| GOAL OF THE EXERCISE |
I would like every line of the records below that contains the word "meet" copied.

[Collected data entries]
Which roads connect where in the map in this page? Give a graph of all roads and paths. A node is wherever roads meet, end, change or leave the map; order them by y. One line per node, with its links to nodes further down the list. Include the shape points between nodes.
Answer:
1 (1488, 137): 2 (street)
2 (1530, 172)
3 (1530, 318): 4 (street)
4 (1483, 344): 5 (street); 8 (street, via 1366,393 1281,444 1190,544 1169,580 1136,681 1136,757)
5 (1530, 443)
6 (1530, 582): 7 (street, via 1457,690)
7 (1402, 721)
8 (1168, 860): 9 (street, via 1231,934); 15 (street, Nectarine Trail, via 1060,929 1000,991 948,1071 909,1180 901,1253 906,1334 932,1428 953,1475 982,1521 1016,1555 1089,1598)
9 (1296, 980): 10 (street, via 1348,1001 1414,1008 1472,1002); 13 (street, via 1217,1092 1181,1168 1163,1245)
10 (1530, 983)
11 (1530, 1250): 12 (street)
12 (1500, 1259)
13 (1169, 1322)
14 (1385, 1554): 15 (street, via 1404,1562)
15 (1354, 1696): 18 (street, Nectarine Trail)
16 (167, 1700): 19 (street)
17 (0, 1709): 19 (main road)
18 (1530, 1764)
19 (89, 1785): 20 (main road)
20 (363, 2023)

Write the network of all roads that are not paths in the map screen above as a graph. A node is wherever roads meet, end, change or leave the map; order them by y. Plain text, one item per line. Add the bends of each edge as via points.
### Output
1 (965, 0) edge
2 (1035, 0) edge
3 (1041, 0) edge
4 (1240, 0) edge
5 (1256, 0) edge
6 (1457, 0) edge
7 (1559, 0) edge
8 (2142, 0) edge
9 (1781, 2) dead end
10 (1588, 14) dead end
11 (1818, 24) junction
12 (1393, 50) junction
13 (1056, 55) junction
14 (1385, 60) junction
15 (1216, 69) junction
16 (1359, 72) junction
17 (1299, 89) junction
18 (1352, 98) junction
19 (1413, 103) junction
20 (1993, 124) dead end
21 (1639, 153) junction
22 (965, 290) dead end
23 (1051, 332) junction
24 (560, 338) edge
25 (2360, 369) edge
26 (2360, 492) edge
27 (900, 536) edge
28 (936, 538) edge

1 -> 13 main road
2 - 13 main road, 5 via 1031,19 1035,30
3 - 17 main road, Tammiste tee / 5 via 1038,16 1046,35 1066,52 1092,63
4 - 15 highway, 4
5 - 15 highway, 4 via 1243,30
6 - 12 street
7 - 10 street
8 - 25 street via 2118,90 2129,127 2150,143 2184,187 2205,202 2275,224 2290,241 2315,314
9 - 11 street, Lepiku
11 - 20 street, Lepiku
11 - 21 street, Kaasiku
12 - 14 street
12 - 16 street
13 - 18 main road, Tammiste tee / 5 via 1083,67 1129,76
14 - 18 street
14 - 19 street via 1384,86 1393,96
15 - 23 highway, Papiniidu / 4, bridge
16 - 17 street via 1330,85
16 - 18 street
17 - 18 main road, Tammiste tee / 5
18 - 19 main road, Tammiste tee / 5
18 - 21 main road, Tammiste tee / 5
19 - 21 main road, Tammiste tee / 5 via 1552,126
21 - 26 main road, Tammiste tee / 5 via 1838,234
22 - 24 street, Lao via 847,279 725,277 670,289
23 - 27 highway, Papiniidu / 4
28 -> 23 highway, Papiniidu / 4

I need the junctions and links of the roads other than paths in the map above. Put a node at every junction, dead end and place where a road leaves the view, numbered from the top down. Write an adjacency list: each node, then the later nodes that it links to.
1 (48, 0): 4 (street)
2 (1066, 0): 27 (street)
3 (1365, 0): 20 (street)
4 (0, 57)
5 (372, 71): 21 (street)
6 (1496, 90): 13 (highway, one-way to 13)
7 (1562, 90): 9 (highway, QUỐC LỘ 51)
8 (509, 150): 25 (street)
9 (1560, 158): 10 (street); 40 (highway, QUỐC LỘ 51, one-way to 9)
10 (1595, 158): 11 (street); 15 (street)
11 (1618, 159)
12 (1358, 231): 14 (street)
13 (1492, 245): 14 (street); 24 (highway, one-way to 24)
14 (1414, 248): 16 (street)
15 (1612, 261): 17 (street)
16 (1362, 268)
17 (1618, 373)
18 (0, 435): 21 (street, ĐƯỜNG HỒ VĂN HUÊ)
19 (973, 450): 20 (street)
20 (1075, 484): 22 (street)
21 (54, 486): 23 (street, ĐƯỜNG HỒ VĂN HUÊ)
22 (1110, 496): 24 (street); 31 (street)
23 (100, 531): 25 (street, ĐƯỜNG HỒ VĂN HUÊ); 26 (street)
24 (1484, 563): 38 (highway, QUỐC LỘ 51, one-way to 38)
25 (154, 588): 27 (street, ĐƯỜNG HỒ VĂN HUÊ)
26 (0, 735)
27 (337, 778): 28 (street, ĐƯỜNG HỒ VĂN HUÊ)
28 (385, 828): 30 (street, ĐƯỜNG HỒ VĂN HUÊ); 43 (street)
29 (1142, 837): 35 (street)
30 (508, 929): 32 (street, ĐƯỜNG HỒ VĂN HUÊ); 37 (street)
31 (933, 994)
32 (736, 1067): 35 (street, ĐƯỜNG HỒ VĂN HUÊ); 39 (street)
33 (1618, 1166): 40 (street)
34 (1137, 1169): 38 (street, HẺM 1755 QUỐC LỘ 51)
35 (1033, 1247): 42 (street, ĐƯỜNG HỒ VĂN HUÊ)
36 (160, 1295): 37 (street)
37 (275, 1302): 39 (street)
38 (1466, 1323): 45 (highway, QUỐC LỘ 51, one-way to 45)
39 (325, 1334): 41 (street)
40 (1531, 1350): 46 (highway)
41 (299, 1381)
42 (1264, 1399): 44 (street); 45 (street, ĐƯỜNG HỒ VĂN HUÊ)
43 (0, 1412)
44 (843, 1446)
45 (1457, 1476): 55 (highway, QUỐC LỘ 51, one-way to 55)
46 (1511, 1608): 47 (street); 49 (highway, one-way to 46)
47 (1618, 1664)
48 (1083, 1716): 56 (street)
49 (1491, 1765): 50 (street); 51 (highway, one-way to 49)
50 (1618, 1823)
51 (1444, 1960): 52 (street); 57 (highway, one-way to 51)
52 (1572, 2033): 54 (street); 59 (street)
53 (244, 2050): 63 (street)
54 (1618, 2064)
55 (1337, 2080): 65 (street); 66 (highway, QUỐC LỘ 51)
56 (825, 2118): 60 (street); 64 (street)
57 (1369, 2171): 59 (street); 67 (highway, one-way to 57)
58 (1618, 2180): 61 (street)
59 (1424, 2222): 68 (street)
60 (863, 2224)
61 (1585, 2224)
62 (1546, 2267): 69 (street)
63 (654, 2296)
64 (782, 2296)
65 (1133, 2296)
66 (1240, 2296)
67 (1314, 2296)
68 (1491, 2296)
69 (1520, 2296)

| THE ANSWER |
Which roads connect where in the map in this page? Give a graph of all roads and paths. A node is wherever roads meet, end, change or leave the map; order them by y. One line per node, with its links to nodes further down the list. Include the shape points between nodes.
Write the network of all roads that are not paths in the map screen above as a graph. A node is wherever roads meet, end, change or leave the map; order them by y. Plain text, one item per line. Add the bends of each edge as via points.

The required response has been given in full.